Causes of Granulomatous inflammation
TB Leprosy Syphilis Cat-Scratch Fever Sarcoidosis Crohn’s disease/ IBD
Labile Tissues
cells are constantly being replaced by new cells derived from tissue stem cells. Hematopoietic stem cells and surface epithelia are an example.
Stable Tissues
Made up of cells that are normally in G0 stage, but are capable of dividing in response to injury or loss of tissue mass. Ex: parenchyma of most solid organs, endothelial cells, fibroblasts, and smooth muscle cells.
Permanent tissues
Terminally differentiated non proliferative cells. Ex: cardiac muscle cells, and neurons.
Steps of Scar Formation
Inflammation
Angiogenesis
Formation of granulation tissue
Remodeling of connective tissue
Classically Activated M1 macrophage
Activated by monocyte producing IFNgamma and TLR ligands. Can produce IL1, TNF, IL12, IL6, and chemokines. Can cause inflammation, and is phagocytically active.

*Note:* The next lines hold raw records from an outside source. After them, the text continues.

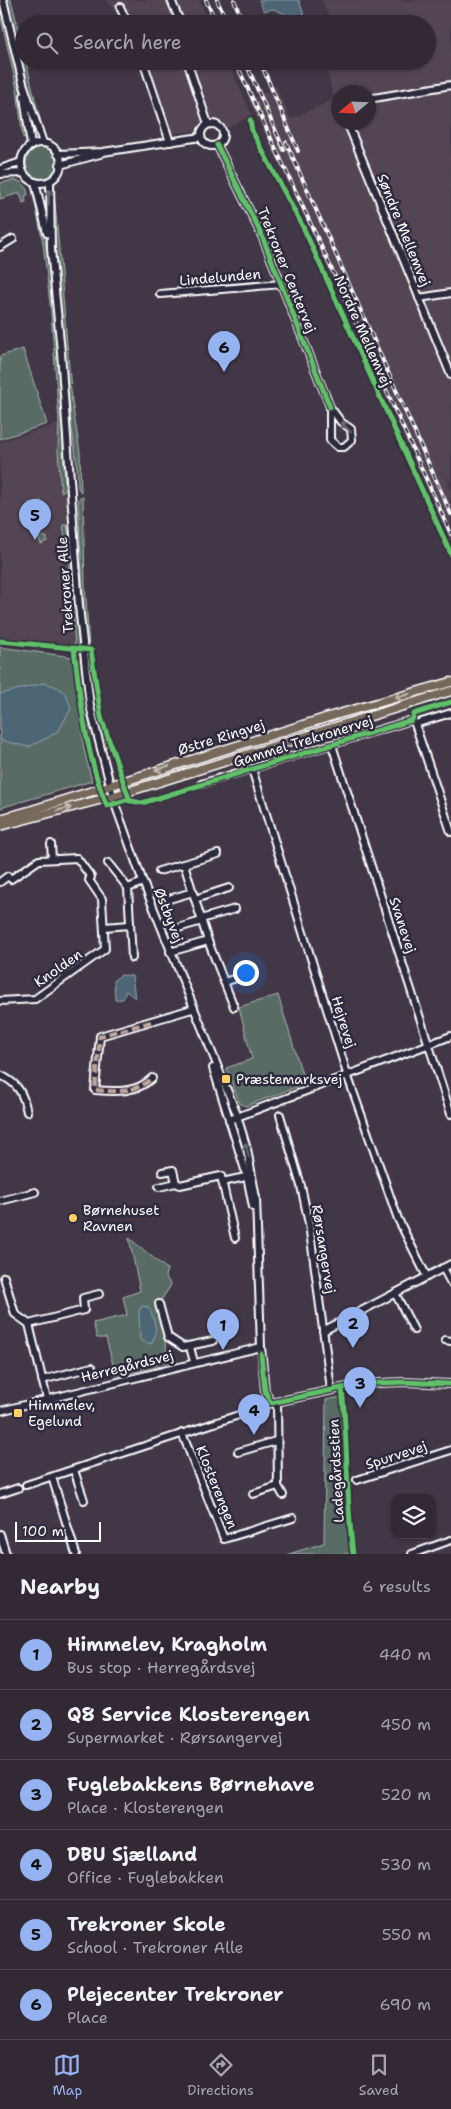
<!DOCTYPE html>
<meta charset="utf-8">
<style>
:root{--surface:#322935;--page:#3d3541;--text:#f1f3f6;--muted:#a8a6ad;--line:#4d4550;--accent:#95b2f1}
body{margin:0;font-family:"Shantell Sans",sans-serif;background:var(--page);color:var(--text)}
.controls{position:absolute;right:15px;bottom:15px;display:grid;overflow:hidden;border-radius:10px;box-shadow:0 1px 4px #0004}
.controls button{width:45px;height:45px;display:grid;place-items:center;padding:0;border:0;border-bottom:1px solid var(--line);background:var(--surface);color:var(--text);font:25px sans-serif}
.compass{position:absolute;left:331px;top:85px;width:45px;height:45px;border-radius:50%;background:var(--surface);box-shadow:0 1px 4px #0004;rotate:251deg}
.scale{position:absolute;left:15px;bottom:12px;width:86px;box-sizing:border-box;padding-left:5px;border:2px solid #fff;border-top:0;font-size:14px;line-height:18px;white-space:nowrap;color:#fff;-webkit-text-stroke:4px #2f2a3d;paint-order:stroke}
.you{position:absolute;left:245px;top:972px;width:18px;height:18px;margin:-12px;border:4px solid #fff;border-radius:50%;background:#1a73e8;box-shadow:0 0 0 8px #1a73e833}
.badge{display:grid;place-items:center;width:32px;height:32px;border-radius:50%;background:var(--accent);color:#111;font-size:16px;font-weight:700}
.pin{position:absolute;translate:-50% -41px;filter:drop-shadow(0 1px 2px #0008)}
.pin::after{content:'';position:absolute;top:26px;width:18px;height:15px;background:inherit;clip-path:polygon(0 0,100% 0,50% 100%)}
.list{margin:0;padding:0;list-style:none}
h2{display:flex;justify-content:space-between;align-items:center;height:65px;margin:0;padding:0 20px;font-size:21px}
h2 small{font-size:16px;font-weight:400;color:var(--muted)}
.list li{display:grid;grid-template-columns:32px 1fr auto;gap:15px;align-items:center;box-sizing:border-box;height:70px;padding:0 20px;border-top:1px solid var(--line)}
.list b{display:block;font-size:19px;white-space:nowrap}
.list p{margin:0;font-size:16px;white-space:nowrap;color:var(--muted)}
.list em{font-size:16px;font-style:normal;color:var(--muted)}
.icon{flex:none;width:28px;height:28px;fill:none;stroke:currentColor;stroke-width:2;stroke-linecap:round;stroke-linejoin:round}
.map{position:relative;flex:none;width:451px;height:1554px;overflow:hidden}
.search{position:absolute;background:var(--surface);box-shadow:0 1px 4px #0004;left:15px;right:15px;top:15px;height:55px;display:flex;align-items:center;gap:12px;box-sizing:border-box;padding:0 18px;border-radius:28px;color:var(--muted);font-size:19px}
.sheet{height:485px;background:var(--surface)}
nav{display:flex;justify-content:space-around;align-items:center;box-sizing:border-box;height:70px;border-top:1px solid var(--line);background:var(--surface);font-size:14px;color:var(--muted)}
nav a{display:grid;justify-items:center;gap:2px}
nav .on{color:var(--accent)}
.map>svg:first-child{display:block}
.built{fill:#534452;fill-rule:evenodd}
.green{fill:#596c65;stroke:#acb6b2}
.water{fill:#4d6675;stroke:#94a3ac}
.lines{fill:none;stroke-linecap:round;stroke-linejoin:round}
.minor-casing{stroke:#fff;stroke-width:10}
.major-casing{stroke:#fff;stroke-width:11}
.minor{stroke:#2f2a3d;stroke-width:6}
.major{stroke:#76695c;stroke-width:8}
.rail-casing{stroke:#fff;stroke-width:4}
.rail{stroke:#2f2a3d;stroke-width:2;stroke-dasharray:5.5;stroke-linecap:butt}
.quiet{stroke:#c3a89e;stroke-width:4;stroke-dasharray:8 4;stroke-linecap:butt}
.cycleway-casing{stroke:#2f2a3d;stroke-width:8}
.cycleway{stroke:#61c268;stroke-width:5}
.oneway{stroke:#6d6a77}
.oneway2{stroke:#c1bcb6}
.poi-dot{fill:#ffd166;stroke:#2f2a3d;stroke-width:2}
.labels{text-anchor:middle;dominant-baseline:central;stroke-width:5;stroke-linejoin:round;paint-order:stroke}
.street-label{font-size:14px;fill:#fff;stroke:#2f2a3d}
.poi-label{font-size:14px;fill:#fff;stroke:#2f2a3d;text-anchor:start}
</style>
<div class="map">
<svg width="451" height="1554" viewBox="0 0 451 1554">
<rect width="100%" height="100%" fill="#423747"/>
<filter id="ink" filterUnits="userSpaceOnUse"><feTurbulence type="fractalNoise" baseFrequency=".02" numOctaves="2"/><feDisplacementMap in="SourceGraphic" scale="10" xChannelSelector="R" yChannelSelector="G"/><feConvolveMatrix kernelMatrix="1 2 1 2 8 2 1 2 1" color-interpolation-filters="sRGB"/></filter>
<g filter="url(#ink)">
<!-- built -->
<g class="built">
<polygon points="107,0 199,0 210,24 122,24"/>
<path d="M322,0h129v484l-5,-9 5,16v51l-138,-308 -64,-134 27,-13 15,32 43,-20 -9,-38h102v-37h-95zM338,92h30v30h-30z"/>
<polygon points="138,61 227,61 252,115 229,127 168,134"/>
<polygon points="61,423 78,646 0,638 0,442"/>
</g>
<!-- green -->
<g class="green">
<polygon points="0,0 18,75 28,137 23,138 17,89 0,14"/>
<path d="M7,0h4c12,45 20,87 33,133h-2l-8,-23z"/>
<circle cx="42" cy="163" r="16"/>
<path d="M15,180c8,2 12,6 13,15l-3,1 1,6 -3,1 -3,-10 -20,6v-16z"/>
<path d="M54,191l18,211 8,50 1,40 -3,-4c0,-25 -5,-48 -8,-72 -7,-75 -17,-150 -19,-224z"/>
<path d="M37,193c19,96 22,193 28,289v8l-4,2 -3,-42 1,-29 -8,-109 -8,-69 -10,-49z"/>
<polygon points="23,349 47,424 0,439 0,356"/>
<polygon points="80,497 83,497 85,584 89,646 86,649 78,502"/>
<polygon points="41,501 45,510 40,510 42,537 47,537 47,541 41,544 32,519 36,518 33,508 29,509 29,503"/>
<polygon points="63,525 67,525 69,535 79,648 75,647 68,557"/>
<polygon points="0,647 72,657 84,749 92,781 0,808"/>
<polygon points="78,652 90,730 90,743 76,655"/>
<polygon points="86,652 90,654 96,698 115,763 110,746 107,747 93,702"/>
<polygon points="278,995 305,1084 246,1106 240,1104 226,1068 252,1059 239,1007"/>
<polygon points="129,1238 167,1269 165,1276 171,1285 162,1299 156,1302 170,1364 116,1376 106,1338 97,1338 93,1323 127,1315 123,1297 140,1291"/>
<polygon points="341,1397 356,1554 289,1554 324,1543 326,1400"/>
</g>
<!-- water -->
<g class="water">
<polygon points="259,0 299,0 307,24 283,24 285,14 273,9 264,11"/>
<path d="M44,683c18,4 23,9 27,26l-12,21 -10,7 -21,10 -28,-7v-46z"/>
<polygon points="121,975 132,976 135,998 126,991 123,999 115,1000 114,980"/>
<path d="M142,1306l6,1c7,12 11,25 3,37l-11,-4 -1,-29z"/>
</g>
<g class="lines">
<!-- minor casing -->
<g class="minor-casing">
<g id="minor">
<polyline points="3,0 23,83 43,143"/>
<polyline points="171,0 181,24"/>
<polyline points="120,7 128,24"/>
<polyline points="119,24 126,21"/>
<polyline points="143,61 170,142"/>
<polyline points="187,61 208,124"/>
<polyline points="24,96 31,146"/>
<polyline points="368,99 451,85"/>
<polyline points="347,122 451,375"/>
<circle cx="212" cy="135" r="11"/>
<circle cx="41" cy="163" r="20"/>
<polyline points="217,145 262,236 330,407 341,422 351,429 352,440 344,447 338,447 330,440 330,407"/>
<polyline points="58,154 103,152 201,137"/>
<polyline points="60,165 100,154"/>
<polyline points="0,169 21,162"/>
<polyline points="0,174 23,173"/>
<polyline points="50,181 51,249 61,352 79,606 90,706 115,804 143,882 236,1112 247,1149 256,1198 261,1347 265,1391 271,1403"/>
<polyline points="35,182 47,233"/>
<polyline points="0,247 13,239"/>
<polyline points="160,294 282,284"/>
<polyline points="419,298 451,293"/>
<polyline points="415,724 451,713"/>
<polyline points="332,745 451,1114"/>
<polyline points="252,769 349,1080 398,1219 427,1277"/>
<polyline points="201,784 412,720 415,724 451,832"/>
<polyline points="51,844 52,859"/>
<polyline points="108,863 128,888 132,958"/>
<polyline points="184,864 208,941 234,1007"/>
<polyline points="159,871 218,854"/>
<polyline points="0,882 8,876 11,879 39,860 77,858 91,877 89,880 102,899 105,949 35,999 0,1001"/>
<polyline points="128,888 143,882"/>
<polyline points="169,899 193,892"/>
<polyline points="195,899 229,888"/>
<polyline points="201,919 235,909"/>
<polyline points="104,927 130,925"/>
<polyline points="178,928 202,921"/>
<polyline points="170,952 208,941"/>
<polyline points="224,982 249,974"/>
<polyline points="213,1068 247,1176 253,1207"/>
<path d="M0,1075c18,8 23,18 27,37"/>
<path d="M152,1078c-15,15 -37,14 -57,12l5,-54 92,-27"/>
<polyline points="280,1115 301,1186 309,1224 331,1389"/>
<polyline points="229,1120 451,1036"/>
<polyline points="162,1172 173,1170 176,1183"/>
<polyline points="222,1182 250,1176"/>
<polyline points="159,1187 176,1183 180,1185 221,1176 235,1238"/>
<polyline points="0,1201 35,1192"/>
<polyline points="443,1268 451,1283"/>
<polyline points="4,1277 15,1314 29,1324 47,1399"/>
<polyline points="395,1293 414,1330"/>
<polyline points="159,1304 168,1337 183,1347 213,1341"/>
<polyline points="29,1324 84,1310 83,1298 99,1294"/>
<polyline points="323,1331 451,1264"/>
<polyline points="445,1340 451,1341"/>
<polyline points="190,1347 194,1362"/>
<polyline points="42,1380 92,1367"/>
<polyline points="0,1411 261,1347"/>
<polyline points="182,1433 224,1539 293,1518"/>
<polyline points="238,1452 276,1441"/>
<polyline points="74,1470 84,1500"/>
<polyline points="52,1477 76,1554"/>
<polyline points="357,1480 451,1450"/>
<polyline points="26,1485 260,1408 271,1403 361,1384 403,1382 451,1384"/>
<polyline points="278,1486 283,1495"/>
<polyline points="0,1494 18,1488"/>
<polyline points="253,1494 278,1486 277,1403"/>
<polyline points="0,1534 6,1554"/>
<polyline points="412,1554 451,1540"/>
</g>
</g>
<!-- major casing -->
<g class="major-casing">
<g id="major">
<polyline points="0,819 29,811 335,715 451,682"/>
<polyline points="0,826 114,796 451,691"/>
</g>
</g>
<!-- minor -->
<use href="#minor" class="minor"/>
<!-- major -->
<use href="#major" class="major"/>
<!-- rail casing -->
<g class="rail-casing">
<g id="rail">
<polyline points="206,0 217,24"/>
<polyline points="217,0 228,24"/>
<polyline points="234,0 244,24"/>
<polyline points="235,61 334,274 451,534"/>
<polyline points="245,61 284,150"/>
<polyline points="260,61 298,151"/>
<polyline points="286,142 451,514"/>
</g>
</g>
<!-- rail -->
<use href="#rail" class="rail"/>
<!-- quiet -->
<path class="quiet" d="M151,1022l-51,14 -5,54c20,2 42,3 57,-12"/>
<!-- cycleway casing -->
<g class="cycleway-casing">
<g id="cycleway">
<polyline points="250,120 252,131 304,229 451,554"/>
<polyline points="217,145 262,236 330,407"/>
<polyline points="0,641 91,650 101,717 130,801"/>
<path d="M74,649c7,54 12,107 33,157l19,-6 16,3 270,-83 2,-6 37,-12"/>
<polyline points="261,1354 265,1391 271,1403 361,1384 403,1382 451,1384"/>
<path d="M342,1388c6,55 4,111 11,166"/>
</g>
</g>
<!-- cycleway -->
<use href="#cycleway" class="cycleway"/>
</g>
<!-- one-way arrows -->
<defs><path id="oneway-shaft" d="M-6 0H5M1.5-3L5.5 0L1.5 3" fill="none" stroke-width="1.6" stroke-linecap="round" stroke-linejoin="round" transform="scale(1.25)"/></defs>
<g class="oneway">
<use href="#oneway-shaft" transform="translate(49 197) rotate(-89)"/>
<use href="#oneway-shaft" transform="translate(346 427) rotate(-134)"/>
<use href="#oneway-shaft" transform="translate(247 1150) rotate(-104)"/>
</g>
<g class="oneway2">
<use href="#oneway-shaft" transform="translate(402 696) rotate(164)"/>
<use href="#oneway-shaft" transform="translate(162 768) rotate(163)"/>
<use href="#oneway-shaft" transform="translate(64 809) rotate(-14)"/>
</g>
</g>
<!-- markers -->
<g class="poi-dot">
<rect x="221" y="1074" width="10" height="10" rx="2.5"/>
<circle cx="73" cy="1218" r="5"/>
<rect x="13" y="1408" width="10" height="10" rx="2.5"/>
</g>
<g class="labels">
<!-- street labels -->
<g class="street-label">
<text transform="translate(404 230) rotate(68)">Søndre Mellemvej</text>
<text transform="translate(287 270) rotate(68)">Trekroner Centervej</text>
<text transform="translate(220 277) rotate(-5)">Lindelunden</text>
<text transform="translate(363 331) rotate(66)">Nordre Mellemvej</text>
<text transform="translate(65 585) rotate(-94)">Trekroner Alle</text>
<text transform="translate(221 737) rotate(-17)">Østre Ringvej</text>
<text transform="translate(303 741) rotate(-17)">Gammel Trekronervej</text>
<text transform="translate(169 915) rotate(69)">Østbyvej</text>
<text transform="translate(403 925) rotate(72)">Svanevej</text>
<text transform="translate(58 968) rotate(-35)">Knolden</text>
<text transform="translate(344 1022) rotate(73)">Hejrevej</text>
<text transform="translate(324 1249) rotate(81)">Rørsangervej</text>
<text transform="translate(127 1366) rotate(-14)">Herregårdsvej</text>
<text transform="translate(396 1455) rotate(-18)">Spurvevej</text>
<text transform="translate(336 1471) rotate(-93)">Ladegårdsstien</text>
<text transform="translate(217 1487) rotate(68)">Klosterengen</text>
</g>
<!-- poi labels -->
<g class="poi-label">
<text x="236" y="1079">Præstemarksvej</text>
<text x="83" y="1210">Børnehuset<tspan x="83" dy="16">Ravnen</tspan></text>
<text x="28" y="1405">Himmelev,<tspan x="28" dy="16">Egelund</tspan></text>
</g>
</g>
</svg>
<div class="controls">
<button><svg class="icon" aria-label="layers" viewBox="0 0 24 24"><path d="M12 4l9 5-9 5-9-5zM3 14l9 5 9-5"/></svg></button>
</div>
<svg class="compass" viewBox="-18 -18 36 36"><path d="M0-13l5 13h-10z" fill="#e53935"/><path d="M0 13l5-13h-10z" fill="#a8a6ad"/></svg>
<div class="scale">100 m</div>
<div class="you"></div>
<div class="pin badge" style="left:223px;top:1350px">1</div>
<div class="pin badge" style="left:353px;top:1348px">2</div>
<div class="pin badge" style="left:360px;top:1408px">3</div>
<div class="pin badge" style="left:254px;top:1435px">4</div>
<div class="pin badge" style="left:35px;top:540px">5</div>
<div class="pin badge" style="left:224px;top:372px">6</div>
<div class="search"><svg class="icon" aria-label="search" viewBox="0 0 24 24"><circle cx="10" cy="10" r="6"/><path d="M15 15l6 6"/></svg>Search here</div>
</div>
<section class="sheet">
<h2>Nearby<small>6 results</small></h2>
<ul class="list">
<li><span class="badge">1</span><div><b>Himmelev, Kragholm</b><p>Bus stop · Herregårdsvej</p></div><em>440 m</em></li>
<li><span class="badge">2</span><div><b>Q8 Service Klosterengen</b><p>Supermarket · Rørsangervej</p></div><em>450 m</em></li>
<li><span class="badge">3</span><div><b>Fuglebakkens Børnehave</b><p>Place · Klosterengen</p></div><em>520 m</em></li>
<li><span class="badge">4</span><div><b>DBU Sjælland</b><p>Office · Fuglebakken</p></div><em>530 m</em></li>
<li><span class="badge">5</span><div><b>Trekroner Skole</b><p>School · Trekroner Alle</p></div><em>550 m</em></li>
<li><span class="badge">6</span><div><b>Plejecenter Trekroner</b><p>Place</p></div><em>690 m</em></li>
</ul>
</section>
<nav>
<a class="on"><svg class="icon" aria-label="map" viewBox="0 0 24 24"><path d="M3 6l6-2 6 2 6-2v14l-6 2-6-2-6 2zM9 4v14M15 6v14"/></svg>Map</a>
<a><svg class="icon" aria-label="directions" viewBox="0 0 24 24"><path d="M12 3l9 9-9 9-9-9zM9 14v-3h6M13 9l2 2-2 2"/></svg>Directions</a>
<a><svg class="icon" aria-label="saved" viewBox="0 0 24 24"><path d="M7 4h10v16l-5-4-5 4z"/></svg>Saved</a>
</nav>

Alternatively activated M2 Macrophage
Activated by monocyte secreting IL13 and IL4. Can secerete IL10 and TGFbeta. Has an anti-inflammatory effect, wound repair, and fibrosis.
Angiogenesis
formation of new blood vessels needed to support the repair process.
Formation fo granulation tissue
Caused by migration and proliferation of fibroblasts and deposition of loose connective tissue. TGFbeta is an important sytokine involved in deposition.
Remodeling of Connective tissue
CT laid down by fibroblasts is reorganized into a fibrous scar. Begins 2-3 weeks after injury.
Healing by first intention/Primary union
Epithelial regeneration with minimal scarring.
Healing by second intention/secondary union
Larger wounds that heal by a combination of regeneration and scarring.
Impairment of tissue repair factors:
Infection Diabetes Nutritional status Steroid use Mechanical factors Poor perfusion Foreign bodies Location, type and extent of injury.
Dehiscions
Pulling apart of a wound
Hypertrophic scar
Accumulation of excessive amounts of collagen results in a raised scar.
Keloid scar
Scar tissue that grows beyond the boundaries of the original wound without regression.